FarmerJohn, Mar 21 2004

       2fries: I'll see your fries and raise you 2 more.
RayfordSteele, Mar 25 2004

       I like it. You shall soon have collecters lining up for a piece. +
sartep, Mar 25 2004

       Call. Full house, bullets over one eyed jacks.   

       Perhaps don;t even punch the stuff until you are installing it. As it rolls off the reel it feeds through a revolving punch wheel that puts the pattern in it. Maybe customizable... You can have an option for ONE SIDED fencing. All the sharp pointies stick out of one side and on the other side its just smooth with holes. Might be good for certain types of livestock or poultry, or where you need to keep animals in (at the zoo) but don't want people walking by it to get snagged.
sirching, Mar 26 2004

       If you want to get really nasty, you can use your method to produce standard rolls of barbed wire (of the type suitable for military use) that in addition to the barbs, has sharp or serrated edges.
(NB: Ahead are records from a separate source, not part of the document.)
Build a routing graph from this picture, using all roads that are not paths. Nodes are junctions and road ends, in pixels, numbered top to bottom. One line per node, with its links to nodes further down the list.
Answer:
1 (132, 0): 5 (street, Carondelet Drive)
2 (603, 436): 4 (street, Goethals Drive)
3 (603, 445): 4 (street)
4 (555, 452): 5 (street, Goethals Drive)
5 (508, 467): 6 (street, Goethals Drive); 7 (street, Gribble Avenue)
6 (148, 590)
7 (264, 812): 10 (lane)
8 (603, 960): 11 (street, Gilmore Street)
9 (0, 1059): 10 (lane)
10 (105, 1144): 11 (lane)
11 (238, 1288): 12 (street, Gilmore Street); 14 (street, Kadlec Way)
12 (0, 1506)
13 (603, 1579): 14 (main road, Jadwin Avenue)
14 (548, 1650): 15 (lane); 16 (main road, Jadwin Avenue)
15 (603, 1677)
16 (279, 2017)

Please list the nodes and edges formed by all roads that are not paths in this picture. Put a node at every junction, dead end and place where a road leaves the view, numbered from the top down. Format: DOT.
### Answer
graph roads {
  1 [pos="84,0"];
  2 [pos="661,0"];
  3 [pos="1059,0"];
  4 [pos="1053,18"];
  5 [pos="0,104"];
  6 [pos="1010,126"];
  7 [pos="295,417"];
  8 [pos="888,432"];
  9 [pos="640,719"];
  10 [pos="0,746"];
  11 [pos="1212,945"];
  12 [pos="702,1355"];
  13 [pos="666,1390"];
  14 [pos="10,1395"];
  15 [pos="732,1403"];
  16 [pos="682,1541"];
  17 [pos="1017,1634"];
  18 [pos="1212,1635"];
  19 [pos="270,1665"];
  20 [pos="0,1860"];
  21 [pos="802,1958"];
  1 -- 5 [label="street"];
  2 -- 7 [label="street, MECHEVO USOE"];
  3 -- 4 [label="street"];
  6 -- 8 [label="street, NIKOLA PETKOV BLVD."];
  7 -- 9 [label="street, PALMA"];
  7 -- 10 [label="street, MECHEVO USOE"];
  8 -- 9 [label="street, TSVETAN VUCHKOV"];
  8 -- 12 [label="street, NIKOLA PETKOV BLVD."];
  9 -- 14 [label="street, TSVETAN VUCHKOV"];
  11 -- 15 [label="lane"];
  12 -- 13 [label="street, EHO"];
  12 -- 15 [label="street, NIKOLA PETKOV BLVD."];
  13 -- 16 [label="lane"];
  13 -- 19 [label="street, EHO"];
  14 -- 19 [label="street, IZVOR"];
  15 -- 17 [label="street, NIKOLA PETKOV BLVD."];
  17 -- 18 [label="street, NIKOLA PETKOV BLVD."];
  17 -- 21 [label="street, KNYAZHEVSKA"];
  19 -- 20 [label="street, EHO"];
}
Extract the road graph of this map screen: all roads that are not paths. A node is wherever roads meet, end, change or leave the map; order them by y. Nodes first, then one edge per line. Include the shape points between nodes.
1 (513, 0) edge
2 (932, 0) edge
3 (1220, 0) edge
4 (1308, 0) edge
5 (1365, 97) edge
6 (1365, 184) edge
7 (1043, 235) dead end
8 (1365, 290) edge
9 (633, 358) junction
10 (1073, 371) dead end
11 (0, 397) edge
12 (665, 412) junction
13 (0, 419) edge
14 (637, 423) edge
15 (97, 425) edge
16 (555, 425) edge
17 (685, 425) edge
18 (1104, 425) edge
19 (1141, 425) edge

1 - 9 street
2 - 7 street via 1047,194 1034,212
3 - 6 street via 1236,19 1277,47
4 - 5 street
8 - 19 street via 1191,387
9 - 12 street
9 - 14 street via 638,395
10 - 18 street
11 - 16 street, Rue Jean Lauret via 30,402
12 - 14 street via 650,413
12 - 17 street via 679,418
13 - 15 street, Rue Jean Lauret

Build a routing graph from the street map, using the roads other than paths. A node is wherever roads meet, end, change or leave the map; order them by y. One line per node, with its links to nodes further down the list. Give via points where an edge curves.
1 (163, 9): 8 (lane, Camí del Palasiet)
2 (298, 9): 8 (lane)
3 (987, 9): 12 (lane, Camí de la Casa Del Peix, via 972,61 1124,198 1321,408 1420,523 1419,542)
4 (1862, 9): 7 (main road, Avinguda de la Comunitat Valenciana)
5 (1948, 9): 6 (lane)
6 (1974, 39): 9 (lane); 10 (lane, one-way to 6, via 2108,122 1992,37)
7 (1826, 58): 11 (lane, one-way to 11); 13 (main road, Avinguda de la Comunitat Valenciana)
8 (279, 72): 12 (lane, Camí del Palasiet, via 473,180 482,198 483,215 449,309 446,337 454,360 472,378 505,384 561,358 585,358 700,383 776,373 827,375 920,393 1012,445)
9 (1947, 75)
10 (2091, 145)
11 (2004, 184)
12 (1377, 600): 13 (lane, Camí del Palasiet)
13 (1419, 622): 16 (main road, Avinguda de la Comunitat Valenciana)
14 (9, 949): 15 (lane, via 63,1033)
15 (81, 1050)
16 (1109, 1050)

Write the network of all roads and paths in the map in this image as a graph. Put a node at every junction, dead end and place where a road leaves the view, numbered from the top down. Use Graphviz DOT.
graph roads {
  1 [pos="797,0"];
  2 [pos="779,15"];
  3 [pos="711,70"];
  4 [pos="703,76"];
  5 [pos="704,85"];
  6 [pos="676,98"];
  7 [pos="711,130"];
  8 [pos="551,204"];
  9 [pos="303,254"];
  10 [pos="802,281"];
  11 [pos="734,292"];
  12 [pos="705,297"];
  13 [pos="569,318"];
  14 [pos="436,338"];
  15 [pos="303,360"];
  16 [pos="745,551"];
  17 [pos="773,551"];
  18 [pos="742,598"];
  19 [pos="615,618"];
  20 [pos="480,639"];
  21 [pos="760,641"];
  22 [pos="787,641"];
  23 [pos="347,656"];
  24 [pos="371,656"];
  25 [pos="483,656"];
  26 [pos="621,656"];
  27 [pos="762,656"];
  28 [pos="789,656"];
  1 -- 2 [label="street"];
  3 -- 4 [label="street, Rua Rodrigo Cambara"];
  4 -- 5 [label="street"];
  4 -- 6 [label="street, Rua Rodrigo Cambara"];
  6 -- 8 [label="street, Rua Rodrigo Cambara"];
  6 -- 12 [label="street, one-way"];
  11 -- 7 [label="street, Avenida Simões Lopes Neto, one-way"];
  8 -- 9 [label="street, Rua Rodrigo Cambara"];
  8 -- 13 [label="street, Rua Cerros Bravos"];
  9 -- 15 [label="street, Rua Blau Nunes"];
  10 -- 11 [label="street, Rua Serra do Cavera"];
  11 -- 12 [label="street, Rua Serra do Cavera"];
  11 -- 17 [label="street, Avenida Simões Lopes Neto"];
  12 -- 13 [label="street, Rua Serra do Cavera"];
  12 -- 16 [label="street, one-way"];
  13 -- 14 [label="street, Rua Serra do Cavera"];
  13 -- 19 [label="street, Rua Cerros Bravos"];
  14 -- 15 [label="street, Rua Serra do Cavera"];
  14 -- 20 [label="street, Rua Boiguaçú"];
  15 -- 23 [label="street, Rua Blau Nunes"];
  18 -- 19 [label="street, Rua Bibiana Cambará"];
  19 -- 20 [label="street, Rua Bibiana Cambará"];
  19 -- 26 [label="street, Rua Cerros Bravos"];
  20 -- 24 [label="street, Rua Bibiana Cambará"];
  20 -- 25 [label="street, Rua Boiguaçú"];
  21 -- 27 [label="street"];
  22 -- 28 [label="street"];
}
The same machine that slits the flat metal tape can form the edges and a "puller" can tension the tape to extend the barbs. I imagine that the tape will have to be wide enough to allow rollers to engage the edges for a puller to work. BTW, no one anywhere outside the US and CA will pay a penny for this one as the patent rights are already blown overseas - absolute novelty required.
cj finn, Mar 26 2004

       ouch, that's evil looking stuff.